RESERVE FOR FUTURE TRUST EXPENSES

     In accordance with the provisions of the Trust Agreement, generally all Net
Proceeds received by the Trust, net of Trust general and administrative expenses
and any cash reserves established for the payment of contingent or future
obligations of the Trust, are distributed currently to the Unit holders. In the
first quarter of 1998, the Trust determined that the Trust's cash reserve was
currently sufficient to provide for future administrative expenses in connection
with the winding up of the Trust. The Trust determined that a cash reserve equal
to three times the average expenses of the Trust during each of the past three
years was sufficient at this time to provide for future administrative expenses
in connection with the winding up of the Trust. This reserve amount for 1998 was
$1,366,035. The excess amount in the reserve of $106,654 was distributed to Unit
holders in the first quarter of 1998, and no deposits were made to the Trust's
cash reserve account during 1998. The reserve amount for 1999 was $1,384,243. A
deposit of $18,208 was made to the Trust's cash reserve account in the first
quarter of 1999. During the second quarter of 1999, the Trust used $25,258 from
the Trust's cash reserve account to pay the Trust's general and administrative
expenses, when Royalty income received by the Trust was insufficient to cover
these expenses. This $25,258 was redeposited to the Trust's cash reserve account
from Royalty income during the third quarter of 1999. The reserve amount for
2000 is $1,117,484. The excess amount in the reserve of $266,759 was distributed
to Unit holders in the first quarter of 2000.

OTHER

     The amount of cash distributed by the Trust is dependent on, among other
things, the sales prices and quantities of oil and gas produced from the Royalty
Properties. It should be noted that substantial uncertainties exist with regard
to future oil and gas prices, which are subject to material fluctuations due to
changes in production levels and pricing and other actions taken by major
petroleum producing nations, as well as the regional supply and demand for oil
and gas, weather, industrial growth, conservation measures, competition and
other variables.

OPERATIONAL REVIEW

THREE MONTHS ENDED SEPTEMBER 30, 2000 AND 1999

     VOLUMES AND DOLLAR AMOUNTS DISCUSSED BELOW REPRESENT AMOUNTS RECORDED BY
THE WORKING INTEREST OWNERS UNLESS OTHERWISE SPECIFIED.

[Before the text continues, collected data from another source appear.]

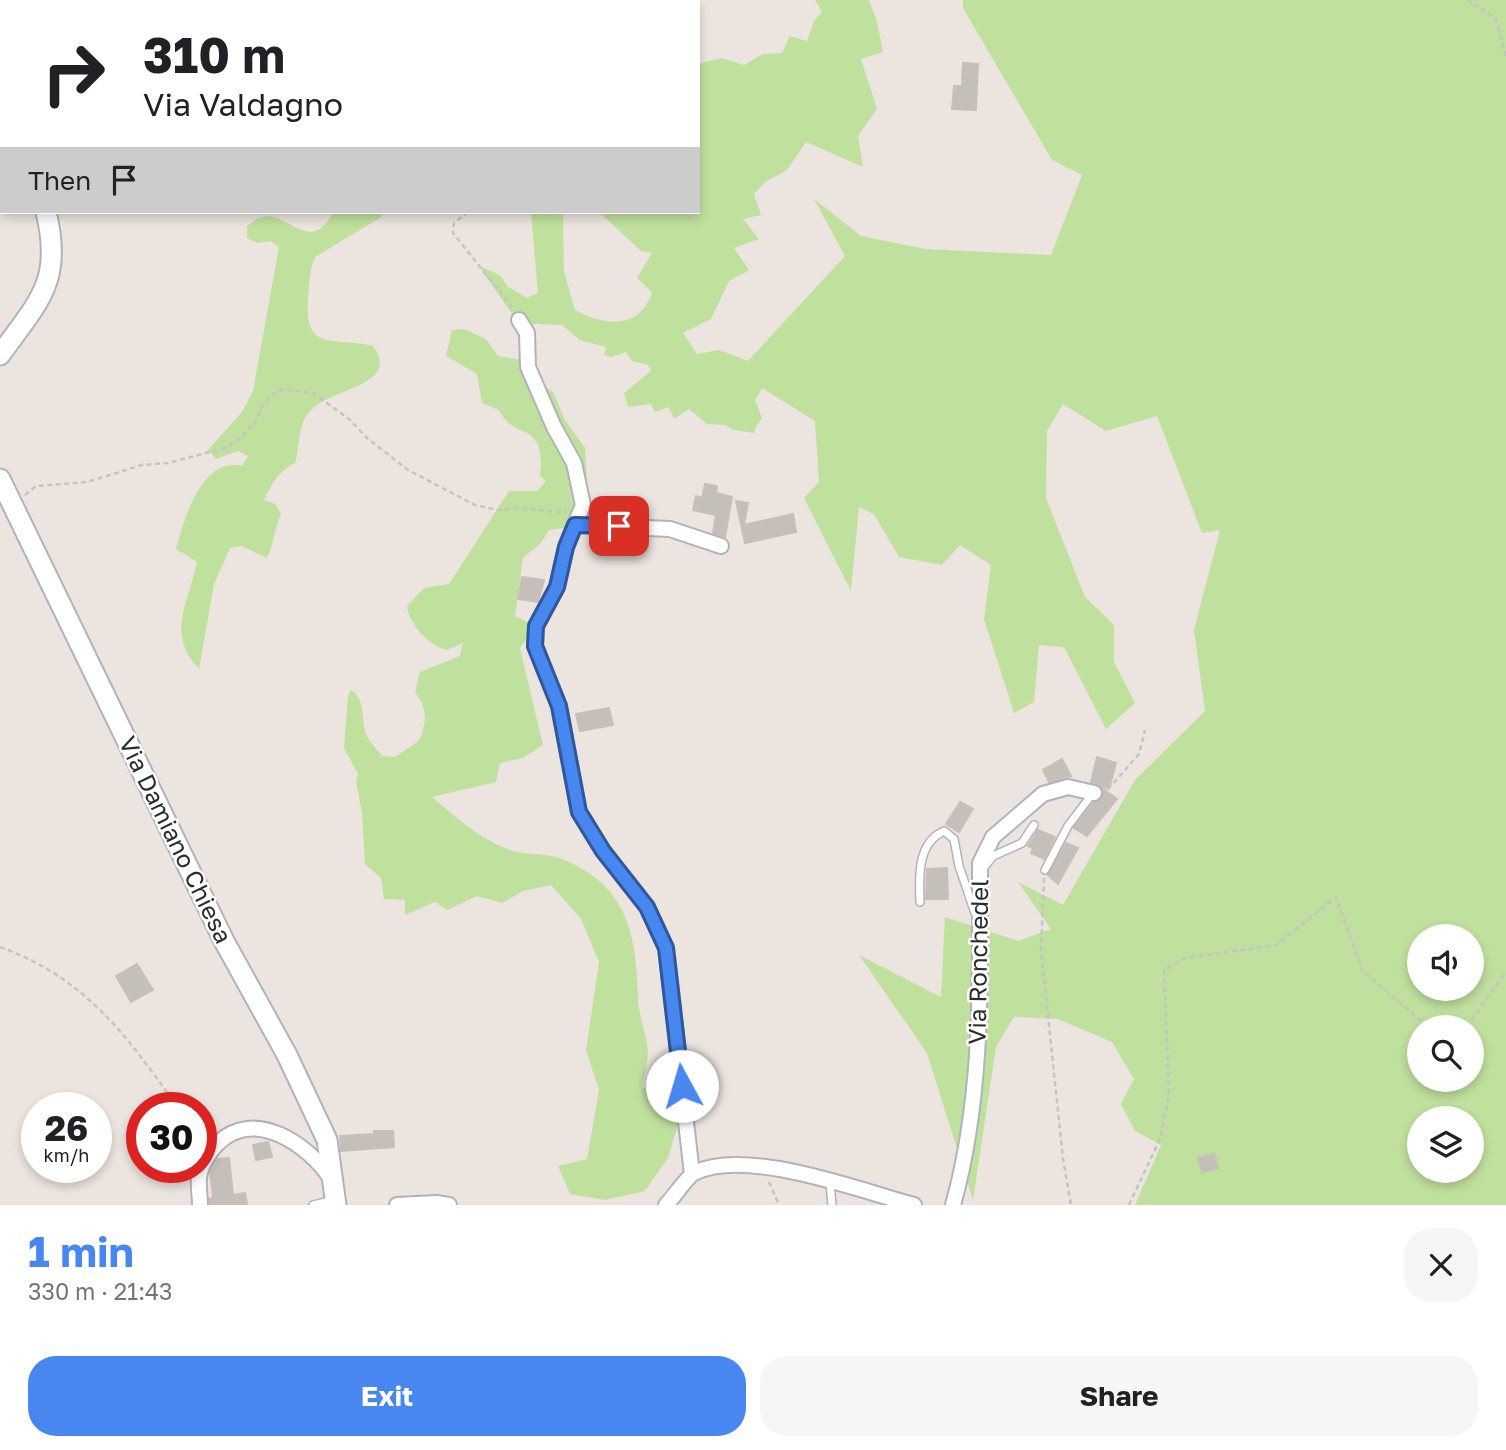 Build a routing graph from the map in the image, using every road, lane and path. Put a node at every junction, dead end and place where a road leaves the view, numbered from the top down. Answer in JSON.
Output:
{"nodes":[{"id":1,"x":1467,"y":0,"type":"edge"},
{"id":2,"x":1506,"y":56,"type":"edge"},
{"id":3,"x":46,"y":214,"type":"edge"},
{"id":4,"x":465,"y":214,"type":"edge"},
{"id":5,"x":519,"y":320,"type":"joint"},
{"id":6,"x":0,"y":355,"type":"edge"},
{"id":7,"x":0,"y":479,"type":"edge"},
{"id":8,"x":13,"y":509,"type":"junction"},
{"id":9,"x":581,"y":509,"type":"junction"},
{"id":10,"x":575,"y":525,"type":"junction"},
{"id":11,"x":721,"y":547,"type":"dead end"},
{"id":12,"x":1145,"y":730,"type":"dead end"},
{"id":13,"x":1094,"y":793,"type":"junction"},
{"id":14,"x":1034,"y":825,"type":"dead end"},
{"id":15,"x":1045,"y":870,"type":"joint"},
{"id":16,"x":980,"y":873,"type":"junction"},
{"id":17,"x":920,"y":902,"type":"dead end"},
{"id":18,"x":979,"y":923,"type":"junction"},
{"id":19,"x":0,"y":947,"type":"edge"},
{"id":20,"x":1506,"y":972,"type":"edge"},
{"id":21,"x":1414,"y":1015,"type":"edge"},
{"id":22,"x":1475,"y":1015,"type":"edge"},
{"id":23,"x":167,"y":1092,"type":"edge"},
{"id":24,"x":762,"y":1165,"type":"junction"},
{"id":25,"x":692,"y":1174,"type":"junction"},
{"id":26,"x":332,"y":1180,"type":"junction"},
{"id":27,"x":830,"y":1182,"type":"junction"},
{"id":28,"x":335,"y":1203,"type":"edge"},
{"id":29,"x":200,"y":1205,"type":"edge"},
{"id":30,"x":313,"y":1205,"type":"edge"},
{"id":31,"x":397,"y":1205,"type":"edge"},
{"id":32,"x":449,"y":1205,"type":"edge"},
{"id":33,"x":666,"y":1205,"type":"edge"},
{"id":34,"x":779,"y":1205,"type":"edge"},
{"id":35,"x":832,"y":1205,"type":"edge"},
{"id":36,"x":914,"y":1205,"type":"edge"},
{"id":37,"x":953,"y":1205,"type":"edge"},
{"id":38,"x":1071,"y":1205,"type":"edge"},
{"id":39,"x":1129,"y":1205,"type":"edge"}],
"edges":[{"from":1,"to":2,"type":"path"},
{"from":3,"to":6,"type":"street"},
{"from":4,"to":5,"type":"path"},
{"from":5,"to":9,"type":"street"},
{"from":7,"to":8,"type":"street","name":"Via Damiano Chiesa"},
{"from":8,"to":9,"type":"path"},
{"from":8,"to":26,"type":"street","name":"Via Damiano Chiesa"},
{"from":9,"to":10,"type":"street"},
{"from":10,"to":11,"type":"street"},
{"from":10,"to":25,"type":"street"},
{"from":12,"to":13,"type":"path"},
{"from":13,"to":15,"type":"lane"},
{"from":13,"to":16,"type":"street","name":"Via Ronchedel"},
{"from":14,"to":16,"type":"lane"},
{"from":15,"to":38,"type":"path"},
{"from":16,"to":18,"type":"street","name":"Via Ronchedel"},
{"from":17,"to":18,"type":"lane"},
{"from":18,"to":37,"type":"street","name":"Via Ronchedel"},
{"from":19,"to":23,"type":"path"},
{"from":20,"to":22,"type":"path"},
{"from":21,"to":39,"type":"path"},
{"from":24,"to":25,"type":"street"},
{"from":24,"to":27,"type":"street"},
{"from":24,"to":34,"type":"path"},
{"from":25,"to":33,"type":"street"},
{"from":26,"to":28,"type":"street","name":"Via Damiano Chiesa"},
{"from":26,"to":29,"type":"street"},
{"from":27,"to":35,"type":"lane"},
{"from":27,"to":36,"type":"street"},
{"from":28,"to":30,"type":"lane"},
{"from":31,"to":32,"type":"street"}]}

     Ship Shoal 182/183 crude oil revenues increased from $2,026,917 in the
third quarter of 1999 to $3,554,374 in the third quarter of 2000, primarily due
to an increase in the average crude oil price from $16.91 per barrel in the
third quarter of 1999 to $28.25 per barrel in the third quarter of 2000. In
addition, crude oil production increased from 119,891 barrels in the third
quarter of 1999 to 125,797 barrels in the third quarter of 2000. Gas revenues
decreased from $1,065,787 in the third quarter of 1999 to $780,821 in the third
quarter of 2000 primarily due to a decrease in gas volumes from 465,704 Mcf in
the third quarter

                                       10
<PAGE>
of 1999 to 202,322 Mcf in the third quarter of 2000. This decrease in gas
volumes was due primarily to lower production on the B-15 and E-10 wells in the
third quarter of 2000 and continued natural production decline on the
properties. The B-15 and E-10 wells were recompleted in August 2000. The
decrease in gas volumes was partially offset by an increase in the average
natural gas sales prices from $2.38 per Mcf in the third quarter of 2000 to
$4.02 per Mcf for the same period in 2000. The gas from Ship Shoal 182/183 is
committed to Dynegy Inc. ("Dynegy") at a calculated price based on the monthly
Inside FERC Tennessee-Louisiana Zone 1 Index. In addition, the Working Interest
Owner has advised the Trust that approximately 87,141 Mcf have been overtaken by
the Working Interest Owner from this property as of July 31, 2000. The Trust's
share of this overtake position is approximately 21,785 Mcf. Accordingly, gas
revenues from this property may be decreased in future periods while
underproduced parties recoup their share of the gas imbalance. Chevron has
advised the Trust that sufficient gas reserves exist on Ship Shoal 182/183 for
underproduced parties to recoup their share of the gas imbalance on this
property. Capital expenditures decreased $717,579 in the third quarter of 1999
as compared to the third quarter of 2000 due primarily to the costs associated
with the sidetrack drilling on the E-2 well in the third quarter of 1999.
Operating expenses increased from $368,451 in the third quarter of 1999 to
$405,832 for the same period in 2000 due primarily to items previously charged
as capital expenditures being reclassified by a Working Interest Owner after the
completion of drilling as operational expenses in the third quarter of 2000. The
Working Interest Owner has advised the Trust that it plans to drill an E-10
sidetrack well in the fourth quarter of 2000 at an approximate cost of
$1.3 million ($325,000 net to the Trust) and an additional five developmental
and five delineation wells in the year 2001. The Working Interest Owner has
cancelled its plans to drill the E-8 sidetrack.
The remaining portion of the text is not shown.